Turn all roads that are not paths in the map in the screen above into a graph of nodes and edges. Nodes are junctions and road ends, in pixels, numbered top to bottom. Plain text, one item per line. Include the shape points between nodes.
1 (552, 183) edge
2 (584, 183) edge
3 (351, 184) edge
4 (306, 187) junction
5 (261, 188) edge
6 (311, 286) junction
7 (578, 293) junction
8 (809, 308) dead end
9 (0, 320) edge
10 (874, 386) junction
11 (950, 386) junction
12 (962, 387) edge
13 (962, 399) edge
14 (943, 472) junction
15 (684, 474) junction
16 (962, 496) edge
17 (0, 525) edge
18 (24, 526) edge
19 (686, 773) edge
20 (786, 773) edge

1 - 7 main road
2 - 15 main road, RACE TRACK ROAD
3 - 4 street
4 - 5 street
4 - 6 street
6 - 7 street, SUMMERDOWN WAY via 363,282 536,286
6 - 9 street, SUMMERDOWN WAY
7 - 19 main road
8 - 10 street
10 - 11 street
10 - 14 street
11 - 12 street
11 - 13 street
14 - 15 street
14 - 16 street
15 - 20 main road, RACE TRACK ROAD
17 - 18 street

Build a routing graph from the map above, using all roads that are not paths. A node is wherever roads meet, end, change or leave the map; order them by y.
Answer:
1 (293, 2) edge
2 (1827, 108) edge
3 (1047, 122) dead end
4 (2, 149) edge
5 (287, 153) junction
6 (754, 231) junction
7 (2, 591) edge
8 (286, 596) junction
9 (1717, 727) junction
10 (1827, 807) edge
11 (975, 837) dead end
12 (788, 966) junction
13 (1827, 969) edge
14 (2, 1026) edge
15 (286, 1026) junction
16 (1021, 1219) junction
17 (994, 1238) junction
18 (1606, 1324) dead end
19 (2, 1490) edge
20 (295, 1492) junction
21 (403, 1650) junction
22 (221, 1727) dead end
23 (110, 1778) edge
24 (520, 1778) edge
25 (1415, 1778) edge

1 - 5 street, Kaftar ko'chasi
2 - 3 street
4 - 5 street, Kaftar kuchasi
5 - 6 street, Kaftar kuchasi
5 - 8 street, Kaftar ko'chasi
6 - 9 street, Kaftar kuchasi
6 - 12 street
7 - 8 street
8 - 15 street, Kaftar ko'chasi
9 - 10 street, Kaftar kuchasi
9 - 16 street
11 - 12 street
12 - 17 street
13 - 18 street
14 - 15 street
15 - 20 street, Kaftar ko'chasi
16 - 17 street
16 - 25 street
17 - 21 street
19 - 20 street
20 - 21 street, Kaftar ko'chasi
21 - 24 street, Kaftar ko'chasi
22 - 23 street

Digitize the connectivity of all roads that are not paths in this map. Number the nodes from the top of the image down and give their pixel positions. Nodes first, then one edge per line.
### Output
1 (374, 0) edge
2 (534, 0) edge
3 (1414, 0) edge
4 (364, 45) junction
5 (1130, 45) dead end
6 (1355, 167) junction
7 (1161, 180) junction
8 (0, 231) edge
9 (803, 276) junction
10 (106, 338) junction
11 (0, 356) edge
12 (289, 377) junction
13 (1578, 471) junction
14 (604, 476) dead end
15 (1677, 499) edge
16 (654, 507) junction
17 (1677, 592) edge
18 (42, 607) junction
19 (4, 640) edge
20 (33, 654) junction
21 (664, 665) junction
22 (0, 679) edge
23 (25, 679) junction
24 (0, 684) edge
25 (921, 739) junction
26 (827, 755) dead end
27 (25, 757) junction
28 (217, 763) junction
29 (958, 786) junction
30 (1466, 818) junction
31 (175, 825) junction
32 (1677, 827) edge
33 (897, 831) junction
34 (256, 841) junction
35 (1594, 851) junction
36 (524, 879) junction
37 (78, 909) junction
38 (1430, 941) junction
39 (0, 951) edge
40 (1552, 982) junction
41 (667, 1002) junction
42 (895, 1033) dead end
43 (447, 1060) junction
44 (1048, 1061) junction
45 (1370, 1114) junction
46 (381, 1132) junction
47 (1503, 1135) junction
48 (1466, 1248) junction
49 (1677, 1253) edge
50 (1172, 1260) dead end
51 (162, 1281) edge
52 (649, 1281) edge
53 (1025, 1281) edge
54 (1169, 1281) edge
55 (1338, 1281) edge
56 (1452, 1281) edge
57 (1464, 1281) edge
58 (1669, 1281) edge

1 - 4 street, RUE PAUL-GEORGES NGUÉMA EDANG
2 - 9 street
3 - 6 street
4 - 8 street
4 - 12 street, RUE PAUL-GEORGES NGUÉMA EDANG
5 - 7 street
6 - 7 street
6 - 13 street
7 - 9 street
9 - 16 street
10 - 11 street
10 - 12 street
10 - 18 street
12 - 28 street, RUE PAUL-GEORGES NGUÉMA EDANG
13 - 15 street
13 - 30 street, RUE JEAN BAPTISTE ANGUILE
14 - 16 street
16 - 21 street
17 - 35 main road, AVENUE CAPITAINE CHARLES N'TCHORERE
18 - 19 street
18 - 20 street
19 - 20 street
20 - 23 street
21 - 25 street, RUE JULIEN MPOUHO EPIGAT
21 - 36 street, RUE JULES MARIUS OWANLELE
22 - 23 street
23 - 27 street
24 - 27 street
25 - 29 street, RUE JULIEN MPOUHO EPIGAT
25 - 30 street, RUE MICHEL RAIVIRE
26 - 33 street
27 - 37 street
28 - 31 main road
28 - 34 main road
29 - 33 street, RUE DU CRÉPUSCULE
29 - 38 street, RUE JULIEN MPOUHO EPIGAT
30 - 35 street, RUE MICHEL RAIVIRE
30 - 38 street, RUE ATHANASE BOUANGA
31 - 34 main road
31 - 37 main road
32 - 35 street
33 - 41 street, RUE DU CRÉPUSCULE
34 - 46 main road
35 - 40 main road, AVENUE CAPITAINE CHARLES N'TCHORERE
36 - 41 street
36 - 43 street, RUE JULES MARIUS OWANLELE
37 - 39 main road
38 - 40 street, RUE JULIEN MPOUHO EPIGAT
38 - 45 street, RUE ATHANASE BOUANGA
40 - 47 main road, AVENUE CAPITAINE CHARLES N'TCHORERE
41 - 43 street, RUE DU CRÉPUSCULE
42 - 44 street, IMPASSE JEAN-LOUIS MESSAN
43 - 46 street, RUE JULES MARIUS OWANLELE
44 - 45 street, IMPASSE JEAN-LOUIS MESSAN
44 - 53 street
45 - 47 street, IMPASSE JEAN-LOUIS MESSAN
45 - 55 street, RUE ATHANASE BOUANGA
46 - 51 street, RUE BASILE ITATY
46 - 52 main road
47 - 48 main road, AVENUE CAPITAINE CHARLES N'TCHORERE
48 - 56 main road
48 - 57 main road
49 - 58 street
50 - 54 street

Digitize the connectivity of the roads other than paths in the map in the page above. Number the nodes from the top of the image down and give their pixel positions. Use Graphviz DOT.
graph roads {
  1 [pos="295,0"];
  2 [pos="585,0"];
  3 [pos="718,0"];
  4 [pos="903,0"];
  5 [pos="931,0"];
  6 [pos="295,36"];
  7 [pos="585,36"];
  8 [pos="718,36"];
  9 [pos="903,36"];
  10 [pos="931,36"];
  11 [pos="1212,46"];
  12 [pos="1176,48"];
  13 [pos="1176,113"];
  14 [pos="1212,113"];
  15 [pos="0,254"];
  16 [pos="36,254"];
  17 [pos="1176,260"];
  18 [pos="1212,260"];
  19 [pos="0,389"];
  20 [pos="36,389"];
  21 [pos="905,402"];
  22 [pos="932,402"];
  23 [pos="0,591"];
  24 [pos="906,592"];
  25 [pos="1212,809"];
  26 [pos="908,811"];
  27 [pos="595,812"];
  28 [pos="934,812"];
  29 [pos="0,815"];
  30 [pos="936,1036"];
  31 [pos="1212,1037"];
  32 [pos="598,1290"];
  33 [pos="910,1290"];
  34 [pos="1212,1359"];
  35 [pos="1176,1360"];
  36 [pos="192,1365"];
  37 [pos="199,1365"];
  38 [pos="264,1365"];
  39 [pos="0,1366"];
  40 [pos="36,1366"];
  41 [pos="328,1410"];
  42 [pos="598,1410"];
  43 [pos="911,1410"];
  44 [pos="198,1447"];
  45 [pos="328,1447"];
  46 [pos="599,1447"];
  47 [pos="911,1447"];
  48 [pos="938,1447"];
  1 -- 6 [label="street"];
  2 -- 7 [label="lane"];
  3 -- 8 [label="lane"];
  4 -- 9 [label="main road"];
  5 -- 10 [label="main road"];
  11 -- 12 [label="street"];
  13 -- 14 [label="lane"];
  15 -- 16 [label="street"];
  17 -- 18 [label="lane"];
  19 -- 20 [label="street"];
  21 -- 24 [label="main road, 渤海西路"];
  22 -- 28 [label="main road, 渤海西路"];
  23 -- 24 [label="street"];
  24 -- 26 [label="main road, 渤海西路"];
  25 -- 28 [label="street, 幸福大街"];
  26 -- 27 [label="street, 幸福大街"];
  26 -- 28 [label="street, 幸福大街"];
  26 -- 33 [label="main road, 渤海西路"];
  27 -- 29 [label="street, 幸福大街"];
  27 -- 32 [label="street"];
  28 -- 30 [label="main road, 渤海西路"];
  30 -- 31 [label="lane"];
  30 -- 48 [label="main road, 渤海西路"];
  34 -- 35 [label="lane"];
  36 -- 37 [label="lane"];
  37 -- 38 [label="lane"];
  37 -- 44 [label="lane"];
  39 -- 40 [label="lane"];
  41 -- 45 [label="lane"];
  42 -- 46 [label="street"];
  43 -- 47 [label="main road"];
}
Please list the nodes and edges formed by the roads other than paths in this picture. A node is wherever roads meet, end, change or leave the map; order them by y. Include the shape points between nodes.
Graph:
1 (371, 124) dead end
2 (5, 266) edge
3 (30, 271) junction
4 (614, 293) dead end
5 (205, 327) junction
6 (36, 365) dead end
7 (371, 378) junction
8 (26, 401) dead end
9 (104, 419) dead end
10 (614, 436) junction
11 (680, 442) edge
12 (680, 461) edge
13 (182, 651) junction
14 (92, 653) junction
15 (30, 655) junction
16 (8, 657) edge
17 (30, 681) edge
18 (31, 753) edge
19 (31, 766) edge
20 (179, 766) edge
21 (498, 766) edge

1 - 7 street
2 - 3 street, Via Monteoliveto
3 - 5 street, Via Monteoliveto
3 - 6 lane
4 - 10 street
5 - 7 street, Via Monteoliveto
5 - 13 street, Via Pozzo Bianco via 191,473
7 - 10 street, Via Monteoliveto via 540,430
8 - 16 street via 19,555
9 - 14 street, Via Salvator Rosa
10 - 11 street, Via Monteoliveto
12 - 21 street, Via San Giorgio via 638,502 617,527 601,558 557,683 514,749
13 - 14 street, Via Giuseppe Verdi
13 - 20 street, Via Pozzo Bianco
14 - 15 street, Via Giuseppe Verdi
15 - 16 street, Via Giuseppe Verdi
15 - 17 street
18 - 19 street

- - - - -

Task brief: Determine how many lines of the listing include the word "Verdi" and report nothing but the number.

Result of this task: 3